Stored data

= Beginning of Section =

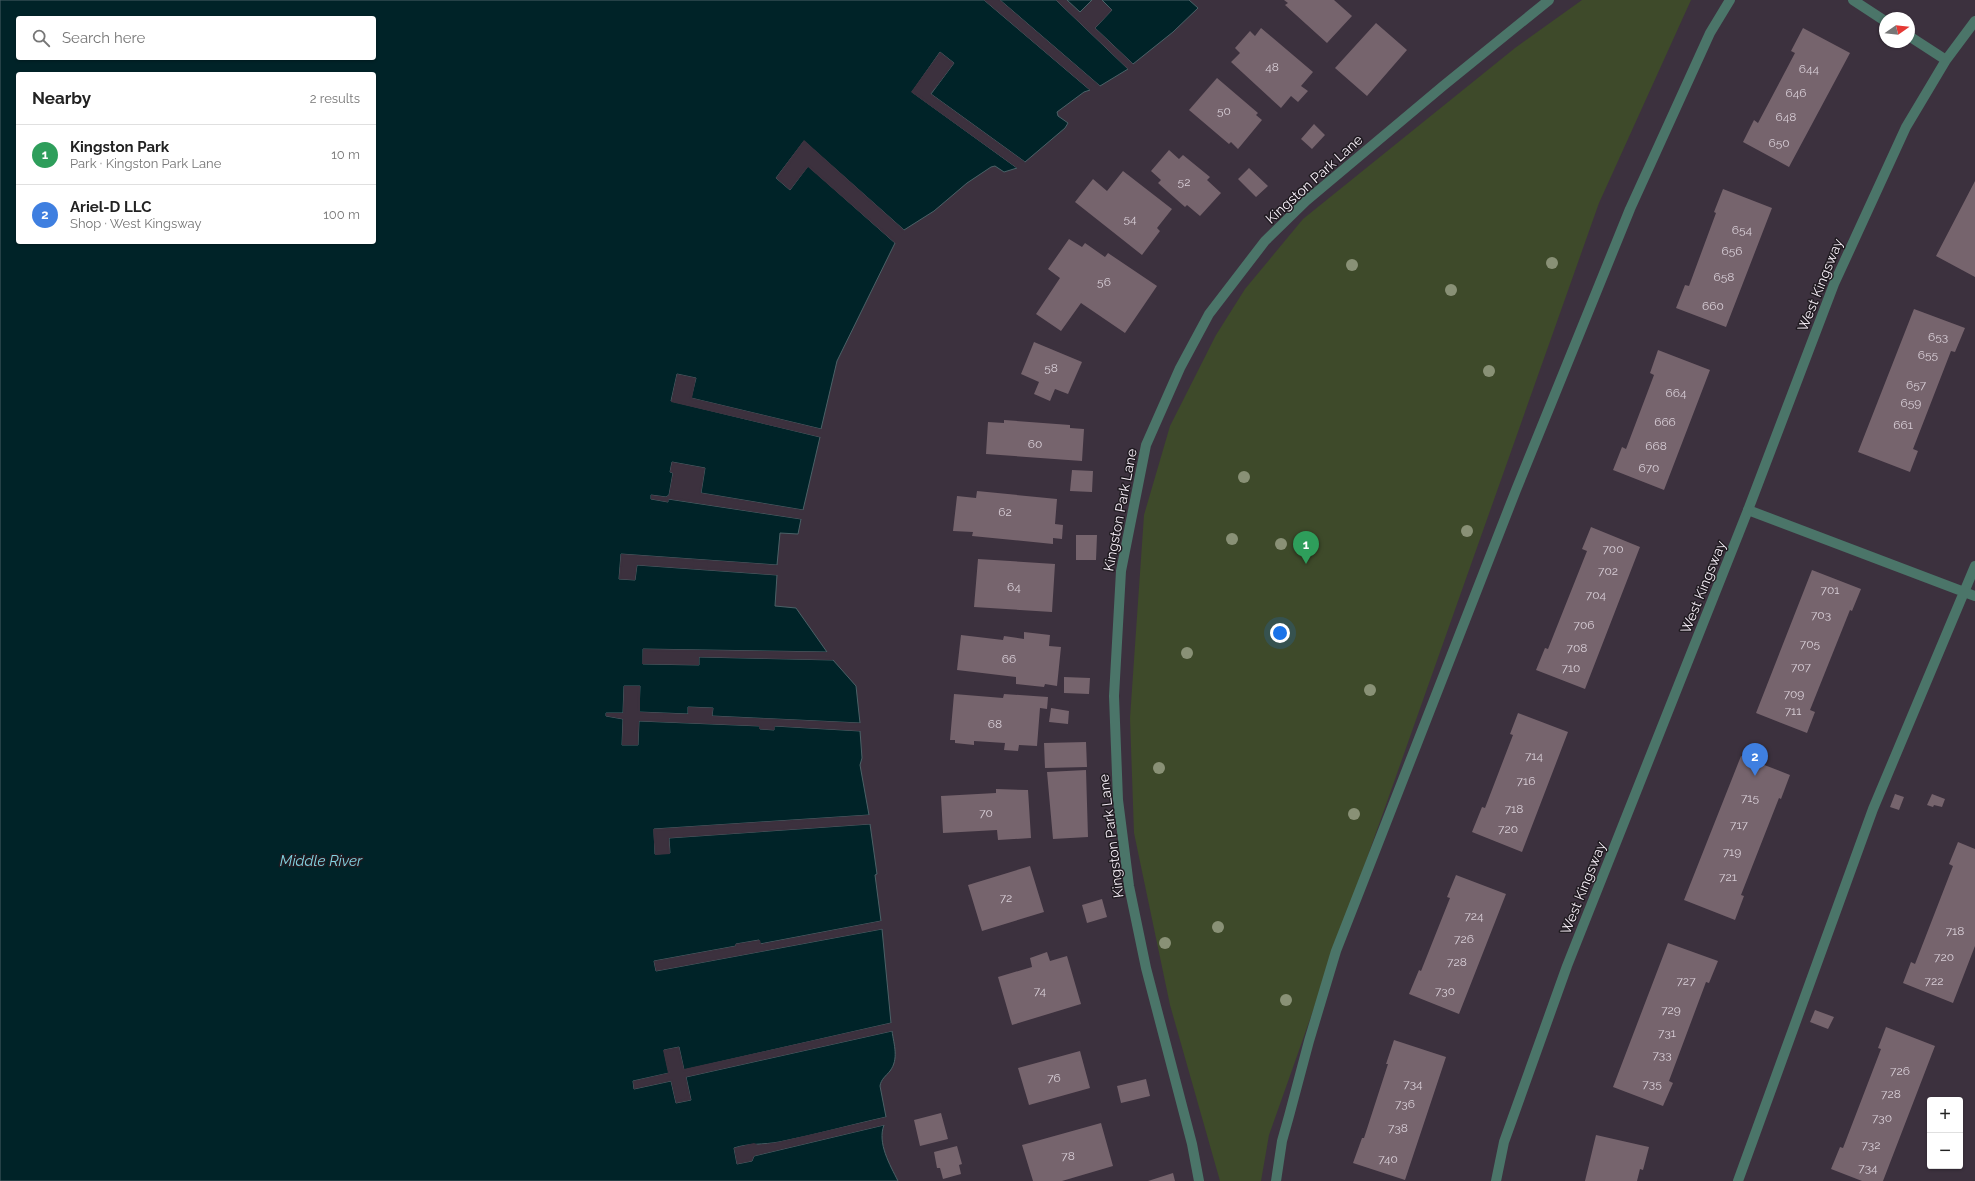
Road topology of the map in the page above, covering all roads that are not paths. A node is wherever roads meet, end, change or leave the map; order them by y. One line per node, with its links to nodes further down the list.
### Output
1 (1549, 0): 12 (street, Kingston Park Lane)
2 (1730, 0): 13 (street)
3 (1853, 0): 4 (street)
4 (1879, 17)
5 (1975, 21): 7 (street, West Kingsway)
6 (1915, 40): 7 (street)
7 (1946, 60): 8 (street, West Kingsway)
8 (1748, 510): 10 (street); 14 (street, West Kingsway)
9 (1975, 566): 10 (street)
10 (1965, 592): 11 (street); 15 (street)
11 (1975, 596)
12 (1199, 1181)
13 (1276, 1181)
14 (1496, 1181)
15 (1738, 1181)

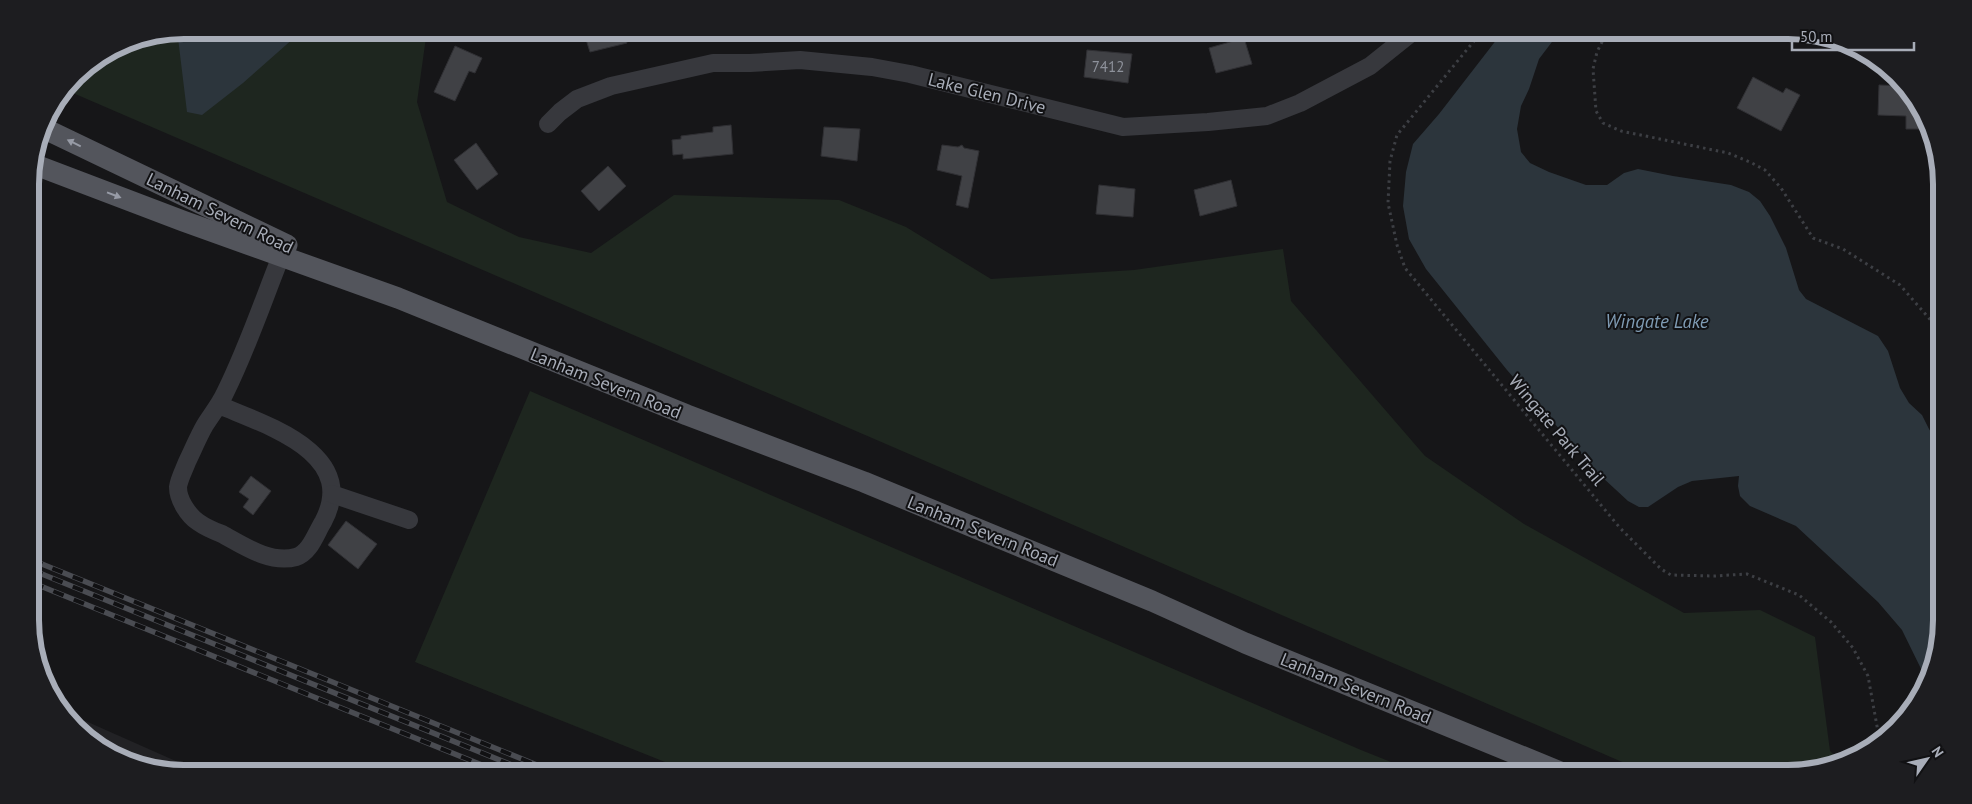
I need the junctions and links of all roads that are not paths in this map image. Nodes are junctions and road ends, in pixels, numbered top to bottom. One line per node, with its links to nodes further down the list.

= End of Section =

Task instructions: Could you reproduce every entry exactly, leaving out the pictures?

Result:
Road topology of the map in the page above, covering all roads that are not paths. A node is wherever roads meet, end, change or leave the map; order them by y. One line per node, with its links to nodes further down the list.
### Output
1 (1549, 0): 12 (street, Kingston Park Lane)
2 (1730, 0): 13 (street)
3 (1853, 0): 4 (street)
4 (1879, 17)
5 (1975, 21): 7 (street, West Kingsway)
6 (1915, 40): 7 (street)
7 (1946, 60): 8 (street, West Kingsway)
8 (1748, 510): 10 (street); 14 (street, West Kingsway)
9 (1975, 566): 10 (street)
10 (1965, 592): 11 (street); 15 (street)
11 (1975, 596)
12 (1199, 1181)
13 (1276, 1181)
14 (1496, 1181)
15 (1738, 1181)

I need the junctions and links of all roads that are not paths in this map image. Nodes are junctions and road ends, in pixels, numbered top to bottom. One line per node, with its links to nodes further down the list.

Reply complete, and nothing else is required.